# How do you buy from Yobokies?



## Sodiac (Dec 6, 2008)

Sorry if this has been covered before, I searched but coundn't find an answer. I see Yobokies Photobucket website album ( http://s161.photobucket.com/albums/t208/yobokies/?start=all ), with photos of watches and things.

But how do you actually buy one? Are the modded watches he shows brand new? Does he have another website where you can order? Thanks...


----------



## nhoJ (Mar 14, 2008)

You can PM him here in WUS and also send him an email directly.
[email protected]


----------



## Sodiac (Dec 6, 2008)

nhoJ said:


> You can PM him here in WUS and also send him an email directly.
> [email protected]


Thanks!


----------



## sierra 18 (Nov 8, 2006)

Harold (Yobokies, or Seikoboy speled backwards) is a very, very nice man and a pleasure to do business with. He knows how to do business (very fast, answers questions, not a stickler over little things). I would definately get another modded Seiko from him, and as to that, I have seen very nice mods on this forum from other modders (V8, Noah) as well, so some real choice there too.

C


----------



## flareslove (Dec 23, 2009)

i bought a skx007 with sapphire and super oyster installed off him 2 weeks ago.
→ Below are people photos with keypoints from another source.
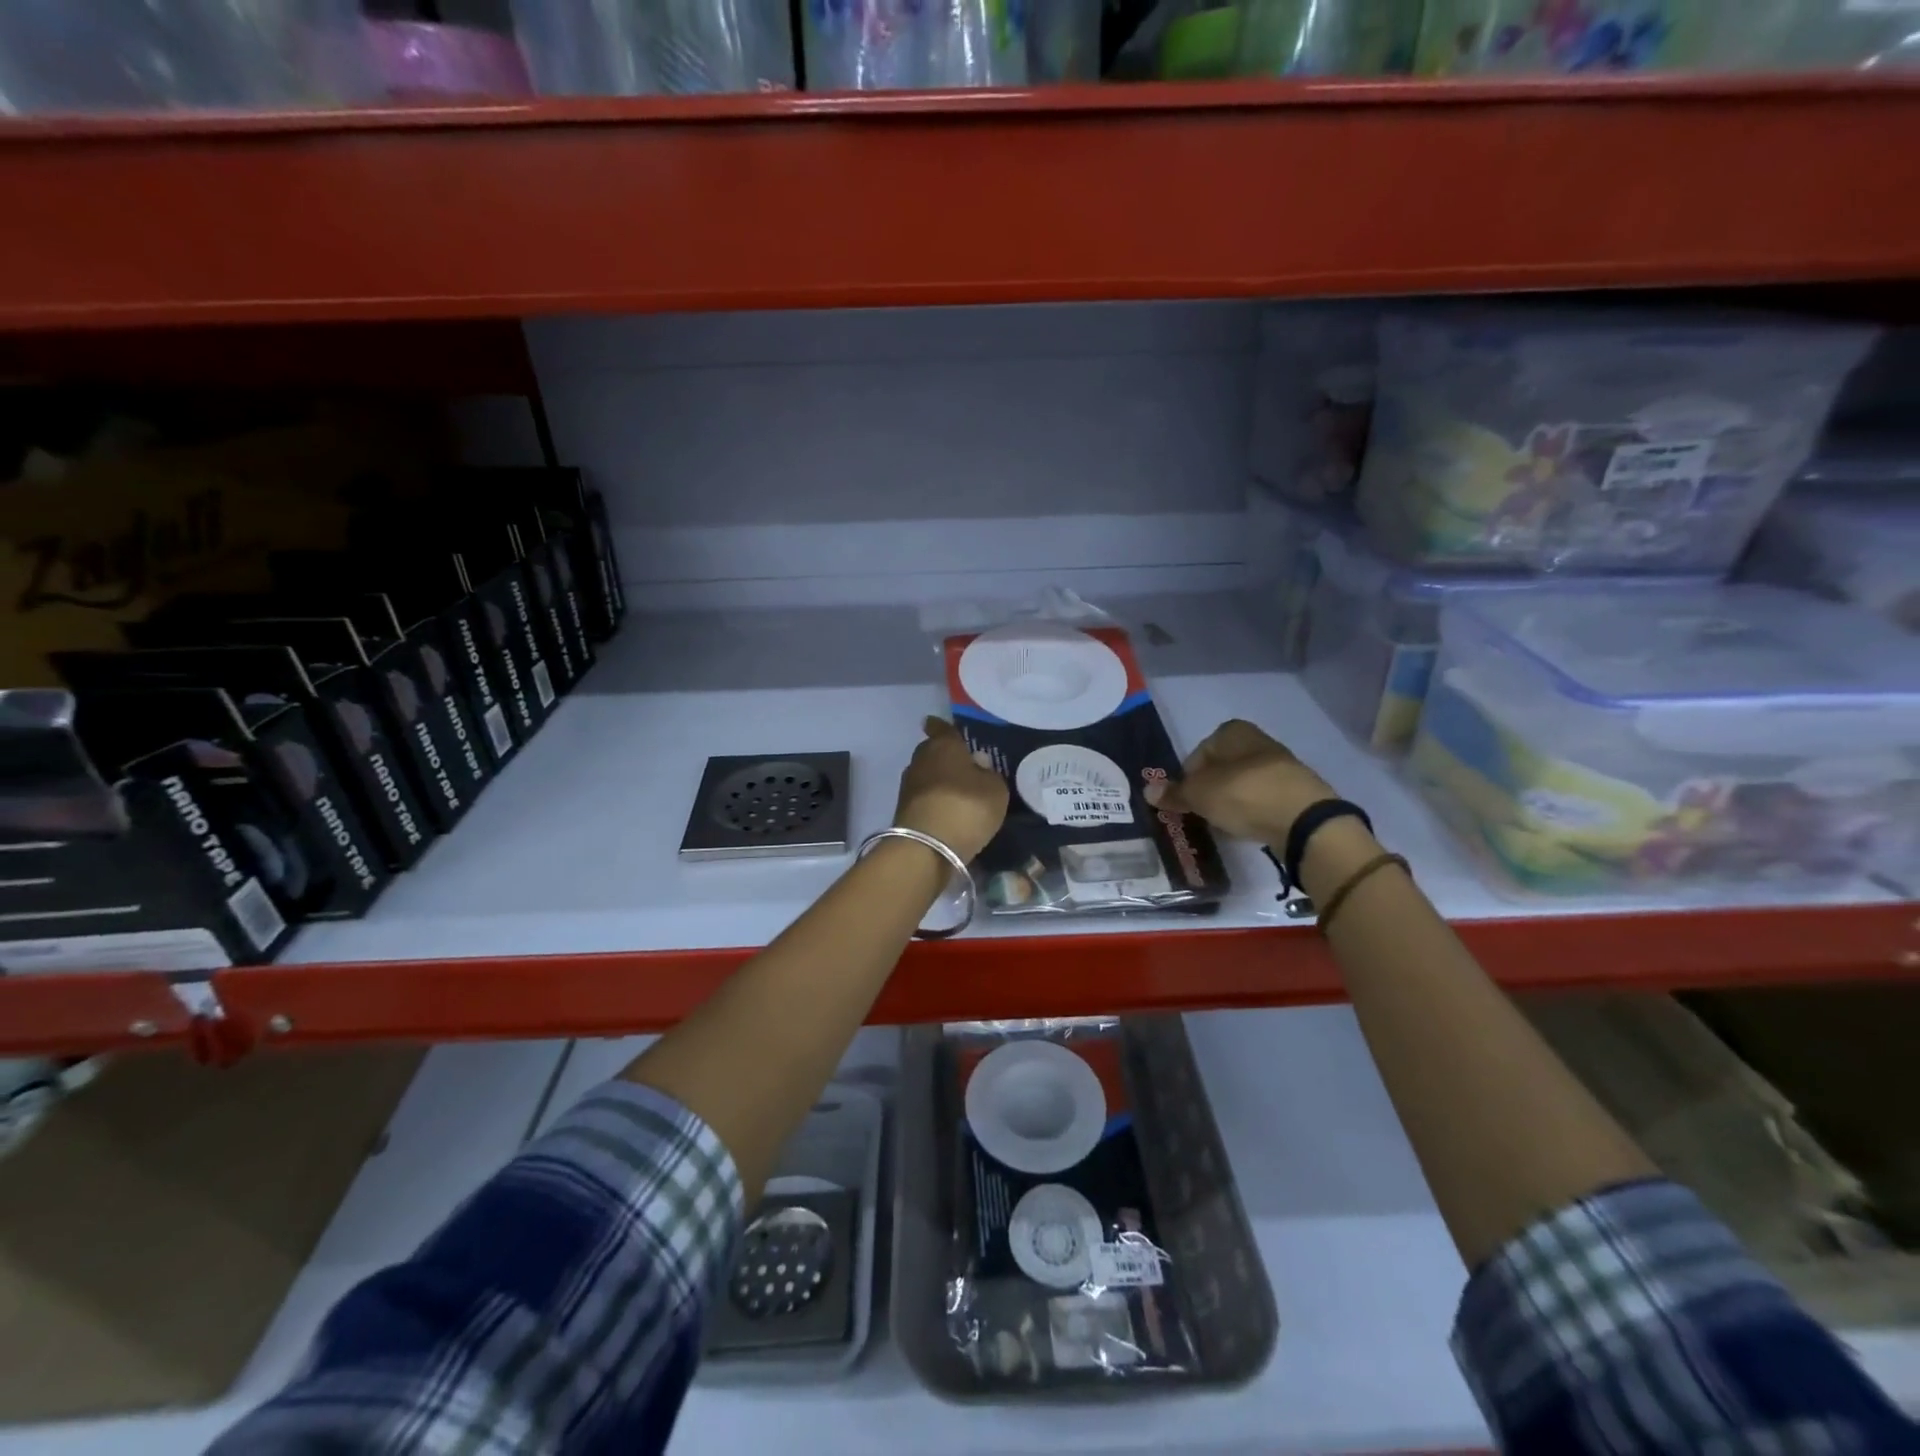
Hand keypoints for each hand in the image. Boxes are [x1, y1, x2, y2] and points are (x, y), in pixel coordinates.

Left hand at [894, 717, 1009, 862]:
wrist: (927, 848)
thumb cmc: (966, 807)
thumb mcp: (995, 790)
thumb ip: (989, 774)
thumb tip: (978, 767)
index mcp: (944, 745)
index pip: (941, 728)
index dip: (942, 726)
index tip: (938, 724)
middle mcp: (921, 759)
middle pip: (932, 751)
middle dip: (944, 756)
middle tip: (962, 765)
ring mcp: (908, 786)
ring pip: (926, 776)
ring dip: (938, 781)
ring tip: (957, 792)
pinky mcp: (903, 810)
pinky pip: (924, 798)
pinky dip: (934, 801)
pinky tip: (947, 811)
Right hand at [1144, 719, 1337, 847]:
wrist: (1304, 819)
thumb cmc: (1243, 794)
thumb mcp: (1199, 794)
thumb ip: (1174, 793)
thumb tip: (1147, 791)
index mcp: (1233, 731)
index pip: (1198, 753)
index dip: (1187, 777)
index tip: (1185, 800)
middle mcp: (1257, 741)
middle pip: (1221, 768)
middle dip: (1209, 790)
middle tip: (1200, 814)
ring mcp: (1280, 766)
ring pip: (1241, 785)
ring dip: (1230, 802)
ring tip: (1222, 824)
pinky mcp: (1295, 792)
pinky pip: (1262, 801)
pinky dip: (1251, 812)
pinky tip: (1246, 828)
Perfect work :-!

He had the work done and shipped it the very day my paypal funds cleared for him.

I recommend him very much.


----------



## Sodiac (Dec 6, 2008)

flareslove said:


> i bought a skx007 with sapphire and super oyster installed off him 2 weeks ago. Perfect work :-!
> 
> He had the work done and shipped it the very day my paypal funds cleared for him.
> 
> I recommend him very much.


Excellent, thanks!


----------



## Chronopolis (Apr 8, 2009)

A quickie Q:
I have a Monster that was modded about 4-5 years ago by Mr. Bill Yao. At that time, I had to send in my own Monster to be be modded. The whole work - including the sapphire and sand blasting - ended up costing about 360+ shipping, effectively making my Monster about a $500 watch overnight. DOH!
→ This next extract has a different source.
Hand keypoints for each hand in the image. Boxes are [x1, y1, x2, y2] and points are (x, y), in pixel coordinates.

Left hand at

Does Harold work the same way? Or does he have them already modded - as shown on photobucket - such that one could tell him which model one wants to buy?
Is it cheaper to send one's own - assuming one already has the necessary model of watch to fit his specs?

Yeah, I could ask Harold all this, but I'd thought I might benefit from those who've ventured before me, and could give me a neat summary.
Thanx in advance.


----------



## greywolf (Apr 8, 2009)

flareslove said:


> i bought a skx007 with sapphire and super oyster installed off him 2 weeks ago. Perfect work :-!
> 
> He had the work done and shipped it the very day my paypal funds cleared for him.
> 
> I recommend him very much.


 do you have a picture of that?
I've never seen the pictures of what Harold's addition of the domed sapphire looks like, particularly what the point where the bezel and the crystal meet.

I saw a pic of someone's somewhere that left a sizable gap between those two components, another pic they looked tight with each other.

pics please?

GW:thanks


----------



## rcook55 (Oct 7, 2008)

Chronopolis said:


> A quickie Q:
> I have a Monster that was modded about 4-5 years ago by Mr. Bill Yao. At that time, I had to send in my own Monster to be be modded. The whole work - including the sapphire and sand blasting - ended up costing about 360+ shipping, effectively making my Monster about a $500 watch overnight. DOH!
> 
> Does Harold work the same way? Or does he have them already modded - as shown on photobucket - such that one could tell him which model one wants to buy?
> ...


Harold is pretty much WYSIWYG, if it's on his photobucket that is at least one way he can make it. Basically its build to order, I saw a watch I liked but wanted a sapphire instead of hardlex and it was easy as asking. The best thing I can tell you is ask him, if he can do it he'll let you know.


----------



## scuttle (Dec 15, 2008)

I'm in the process of buying a Sinn 656 style Seiko Military mod ( a Sinnitary???) from him now. He's very fast to answer questions, and I've never heard a single bad thing about him (which puts him way ahead of any major luxury watch brand and their ADs...)


----------



## W123 (Oct 15, 2007)

rcook55 said:


> Harold is pretty much WYSIWYG, if it's on his photobucket that is at least one way he can make it. Basically its build to order, I saw a watch I liked but wanted a sapphire instead of hardlex and it was easy as asking. The best thing I can tell you is ask him, if he can do it he'll let you know.


WYSIWYG? :-s


----------



## RNHC (Feb 13, 2010)

W123 said:


> WYSIWYG? :-s


"What You See Is What You Get" would be my guess.


----------



## TurboHarm (Aug 24, 2014)

Excellent I was wondering how to get hold of Yobokies for the anvil bracelet...I like others could not find any way to get hold of him? Thanks Guys!! turboharm


----------



## Endriu1981 (Oct 21, 2015)

TurboHarm said:


> Excellent I was wondering how to get hold of Yobokies for the anvil bracelet...I like others could not find any way to get hold of him? Thanks Guys!! turboharm


Hi All,
so I can still directly contact him?
Thanks
Andrea


----------



## Spirit of the Watch (Jun 29, 2015)

Chronopolis said:


> A quickie Q:
> I have a Monster that was modded about 4-5 years ago by Mr. Bill Yao. At that time, I had to send in my own Monster to be be modded. The whole work - including the sapphire and sand blasting - ended up costing about 360+ shipping, effectively making my* Monster about a $500 watch overnight*. DOH!
> 
> Does Harold work the same way? Or does he have them already modded - as shown on photobucket - such that one could tell him which model one wants to buy?
> ...


Lol, if you still have it you might be able to recoup the cost


----------